円安進行の背景
9月2日午後、日本銀行の氷見野良三副総裁は記者会見で、米国による関税措置の影響について「これから出てくる」とし、不確実性を注視する必要があると発言しました。利上げ再開への明確なシグナルが示されなかったことで、市場は日銀の慎重姿勢を再確認。これを受け、為替市場では円安が進行しました。

為替(ドル円)推移:9月2日~3日AM8:00
利上げ見通しと政策スタンス
氷見野副総裁は、米関税の影響が限定的であれば「利上げ方向に働く要因」と述べつつも、現時点での判断は難しいと強調しました。加えて、ETFやREITの処分時期についても明言を避け、出口戦略を急がない姿勢を鮮明にしました。
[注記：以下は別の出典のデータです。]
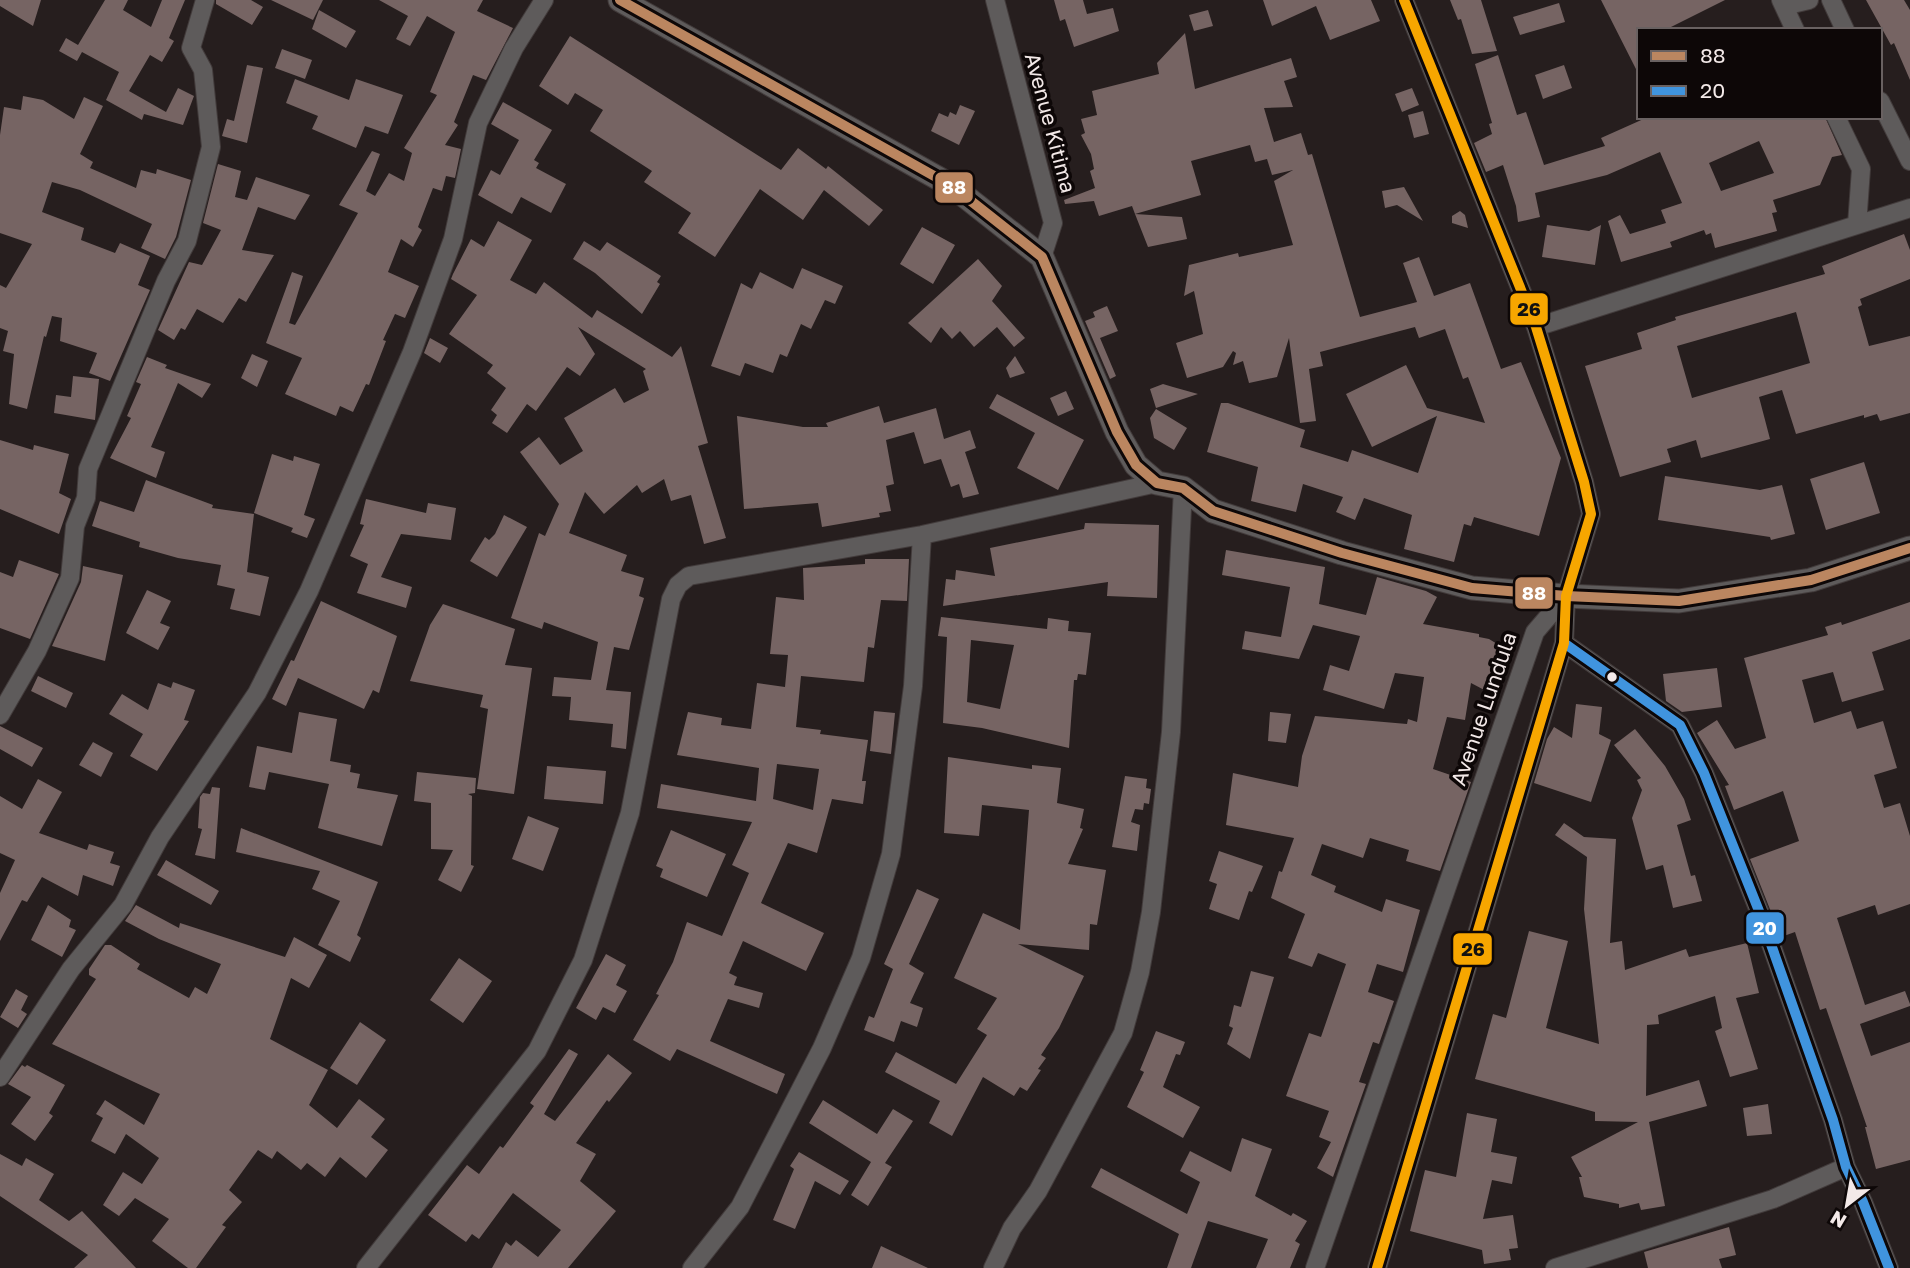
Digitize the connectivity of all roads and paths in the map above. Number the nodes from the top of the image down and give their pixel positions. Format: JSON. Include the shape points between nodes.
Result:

このため市場では「10月会合での利上げ再開は低確率」との見方が優勢です。
氷見野副総裁といえば今年1月14日に横浜市で講演した際、追加の利上げに向けた環境が整いつつあるという認識を示したことがあり、今回も利上げに前向きな発言をするものと予想しておりましたが、結果的には慎重な発言でした。このギャップも円安方向へと向かう要因となったように思います。
自民党 森山幹事長辞任表明も円安に影響か
また、今回の円安加速の要因として、自民党の森山裕幹事長が辞意を表明したことも影響を与えているかもしれません。森山氏は財政規律派と見られており、同氏の辞任により財政拡張路線に向かいやすくなるのではないか、との憶測が広がっている可能性があります。また、自民党 石破茂政権が揺らいでおり、政局が不安定化・流動化する可能性にも円安に影響を与えているかもしれません。
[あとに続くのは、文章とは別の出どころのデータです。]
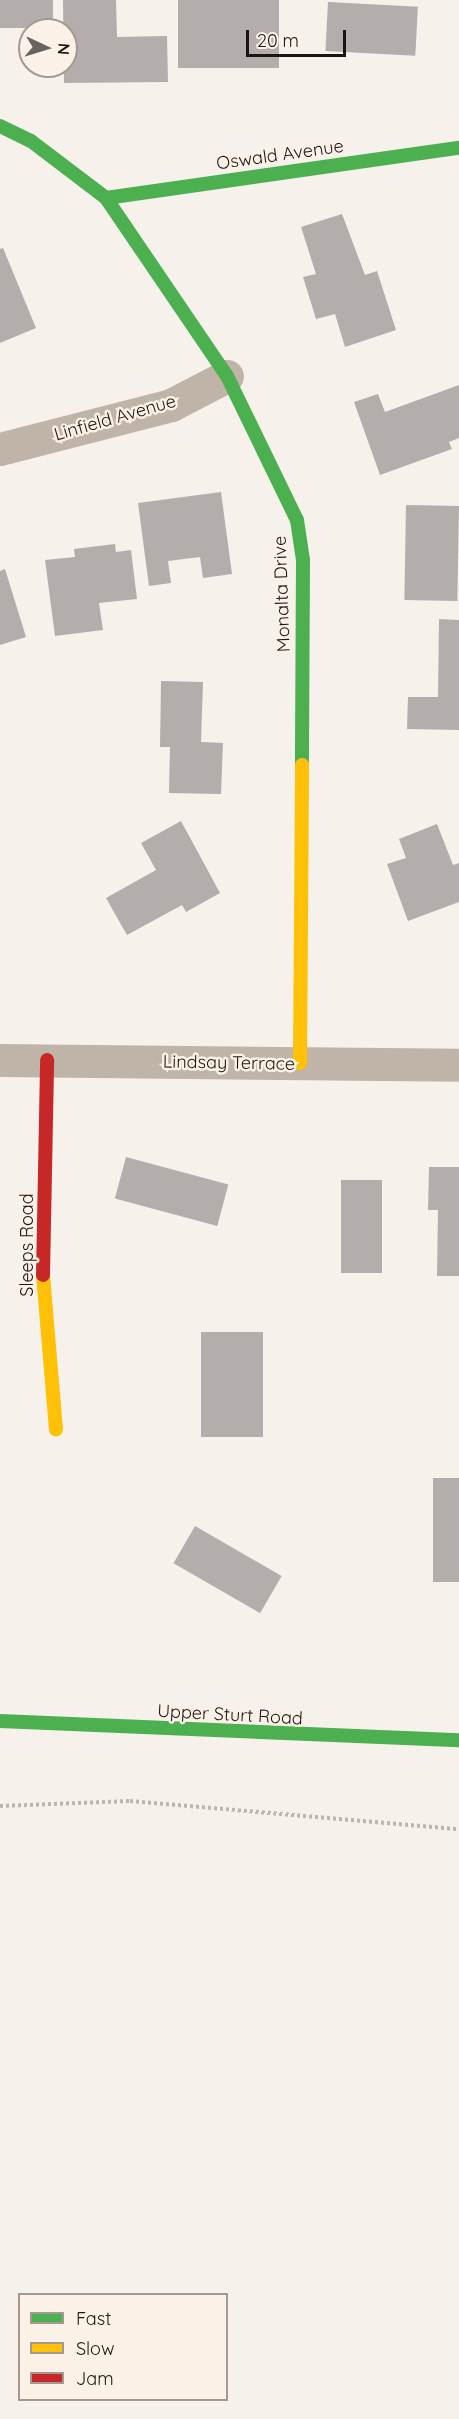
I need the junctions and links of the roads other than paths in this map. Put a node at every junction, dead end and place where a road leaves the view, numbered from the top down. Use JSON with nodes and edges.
{"nodes":[{"id":1,"x":0,"y":126,"type":"edge"},
{"id":2,"x":459,"y":148,"type":"edge"},
{"id":3,"x":106,"y":198,"type":"junction"},
{"id":4,"x":227,"y":376,"type":"junction"},
{"id":5,"x":0,"y":449,"type":"edge"},
{"id":6,"x":0,"y":1060,"type":"edge"},
{"id":7,"x":47,"y":1060,"type":"junction"},
{"id":8,"x":300,"y":1063,"type":"junction"},
{"id":9,"x":459,"y":1065,"type":"edge"},
{"id":10,"x":56,"y":1429,"type":"dead end"},
{"id":11,"x":0,"y":1721,"type":"edge"},
{"id":12,"x":459,"y":1740,"type":"edge"}],
"edges":[{"from":1,"to":3,"type":"street","name":"Monalta Drive"},
{"from":2,"to":3,"type":"street","name":"Oswald Avenue"},
{"from":3,"to":4,"type":"street","name":"Monalta Drive"},
{"from":4,"to":5,"type":"street","name":"Linfield Avenue"},
{"from":4,"to":8,"type":"street","name":"Monalta Drive"},
{"from":6,"to":7,"type":"street","name":"Lindsay Terrace"},
{"from":7,"to":8,"type":"street","name":"Lindsay Terrace"},
{"from":7,"to":10,"type":"street","name":"Sleeps Road"},
{"from":8,"to":9,"type":"street","name":"Lindsay Terrace"},
{"from":11,"to":12,"type":"street","name":"Upper Sturt Road"}]}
そもそも政局不安になれば、日銀も利上げをしにくくなりますよね。
株式市場への影響分析
1. 輸出関連株:追い風強まる
円安進行は、自動車、電子部品、精密機器といった輸出関連株にとってプラス要因です。円建てコストが相対的に下がり、海外収益が円換算で膨らむため、短期的には株価上昇を後押しする可能性があります。
2. 内需関連株:円安の逆風に警戒
食品、消費財、小売といった内需関連株は、輸入コスト上昇による収益圧迫リスクを抱えます。特に原材料やエネルギー価格が高止まりする中では、コスト転嫁の難易度が増し、業績への懸念が強まりやすい局面です。
3. 金融株:利上げ観測後退で重し
利上げ再開の見通しが後退したことで、銀行株や保険株には一時的な重しとなる可能性があります。長短金利差の拡大が期待しづらく、収益環境の改善シナリオが先送りとなるためです。銀行の株価はしばらく下落するでしょうね。ここのところ高くなりすぎていた傾向もあり、私は買い場として捉えたいと思います。
4. 不動産・REIT関連:出口戦略先送りで安定感
日銀がETFやREIT売却に踏み切る時期を明言しなかったことは、当面の需給不安を和らげる材料となります。不動産株やREIT市場には安心感が広がる一方で、中期的な出口戦略が課題として残ります。
市場関係者の見方
SBI新生銀行の森翔太郎シニアエコノミストは「今回の発言は従来の路線を踏襲しており、利上げに前のめりな印象はない」とコメント。そのうえで「当面は米関税政策の行方と円安基調が市場の主要テーマ」と指摘しました。
投資家として
・輸出関連株は円安メリットで上昇余地がある。
・内需株はコスト増リスクを織り込み慎重姿勢必要
・金融株は利上げ観測の後退を意識
・不動産関連は需給安定も、中期的出口戦略に留意
氷見野副総裁の発言は、日銀が利上げに急がない姿勢を鮮明にしたことで、円安進行という即時的な市場反応を誘発しました。株式市場では輸出関連株に追い風が吹く一方、内需関連や金融株への逆風も見込まれるなど、セクターごとに明暗が分かれる展開です。投資家は円相場の動向と米国関税政策の先行きを注視しながら、ポートフォリオのセクター配分を再検討する局面にあります。
念の為ではございますが、投資の最終ご判断はあくまで自己責任でお願いいたします。